What you have to do:
Report how many lines of the entries below contain the word "hand", and nothing more.

━━━━━━━━━━━━━━━━━━━━━━━━━━━━━━

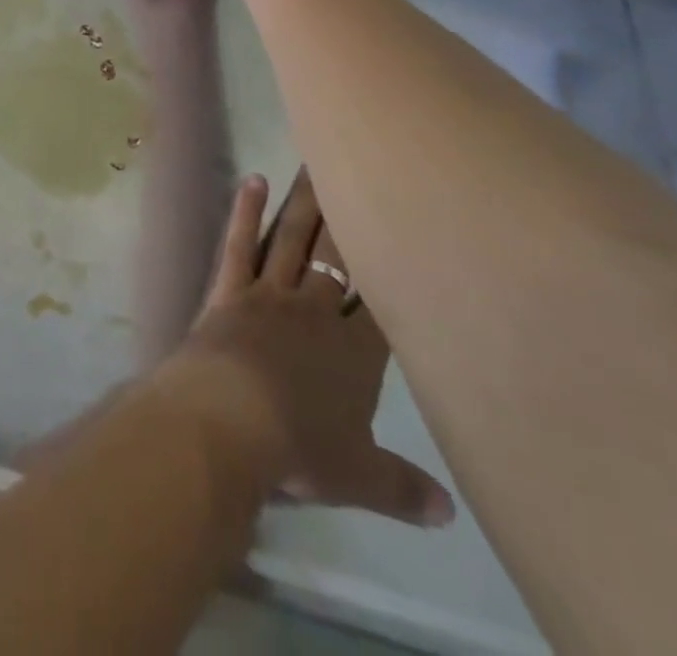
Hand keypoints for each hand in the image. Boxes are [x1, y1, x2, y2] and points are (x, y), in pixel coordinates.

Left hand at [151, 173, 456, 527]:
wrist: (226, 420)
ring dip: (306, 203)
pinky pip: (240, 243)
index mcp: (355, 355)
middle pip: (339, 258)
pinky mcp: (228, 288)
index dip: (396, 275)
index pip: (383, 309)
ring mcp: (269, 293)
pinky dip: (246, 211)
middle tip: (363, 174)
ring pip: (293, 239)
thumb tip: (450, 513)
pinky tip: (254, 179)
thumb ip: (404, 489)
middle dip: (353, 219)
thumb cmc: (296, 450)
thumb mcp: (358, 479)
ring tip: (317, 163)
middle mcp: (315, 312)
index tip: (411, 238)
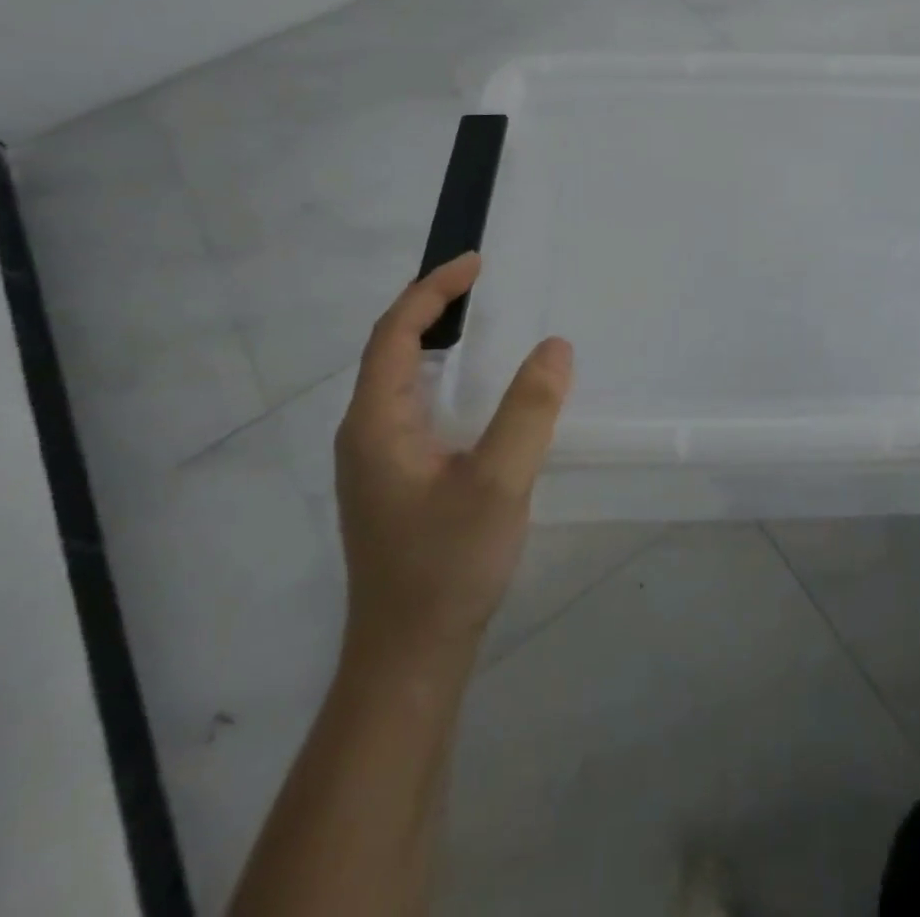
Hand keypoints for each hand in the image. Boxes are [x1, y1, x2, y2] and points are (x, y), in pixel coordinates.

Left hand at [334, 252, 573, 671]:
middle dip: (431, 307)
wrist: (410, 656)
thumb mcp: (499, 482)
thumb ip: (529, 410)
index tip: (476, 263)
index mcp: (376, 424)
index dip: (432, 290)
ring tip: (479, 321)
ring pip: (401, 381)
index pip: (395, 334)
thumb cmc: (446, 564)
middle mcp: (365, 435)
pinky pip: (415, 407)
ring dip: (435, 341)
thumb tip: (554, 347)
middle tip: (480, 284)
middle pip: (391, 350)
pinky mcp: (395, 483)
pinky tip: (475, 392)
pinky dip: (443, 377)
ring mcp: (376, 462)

━━━━━━━━━━━━━━━━━━━━━━━━━━━━━━

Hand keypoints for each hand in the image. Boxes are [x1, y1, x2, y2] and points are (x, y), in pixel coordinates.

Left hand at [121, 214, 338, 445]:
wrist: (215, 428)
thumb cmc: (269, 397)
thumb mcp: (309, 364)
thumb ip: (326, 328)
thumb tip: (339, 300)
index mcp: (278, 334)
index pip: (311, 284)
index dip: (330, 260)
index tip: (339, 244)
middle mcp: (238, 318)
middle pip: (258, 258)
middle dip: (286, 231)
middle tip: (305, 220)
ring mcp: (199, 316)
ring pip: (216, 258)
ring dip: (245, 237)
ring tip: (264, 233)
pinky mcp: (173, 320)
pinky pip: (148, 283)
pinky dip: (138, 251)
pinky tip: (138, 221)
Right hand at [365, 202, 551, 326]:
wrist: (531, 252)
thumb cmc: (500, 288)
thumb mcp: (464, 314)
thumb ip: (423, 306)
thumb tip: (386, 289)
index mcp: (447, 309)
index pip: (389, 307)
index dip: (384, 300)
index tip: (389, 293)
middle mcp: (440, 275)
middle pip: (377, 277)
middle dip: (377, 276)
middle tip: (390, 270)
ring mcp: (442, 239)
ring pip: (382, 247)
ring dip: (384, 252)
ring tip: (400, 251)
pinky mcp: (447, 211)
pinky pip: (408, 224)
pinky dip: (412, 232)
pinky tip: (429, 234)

━━━━━━━━━━━━━━━━━━━━━━━━━━━━━━

Result of the task:
7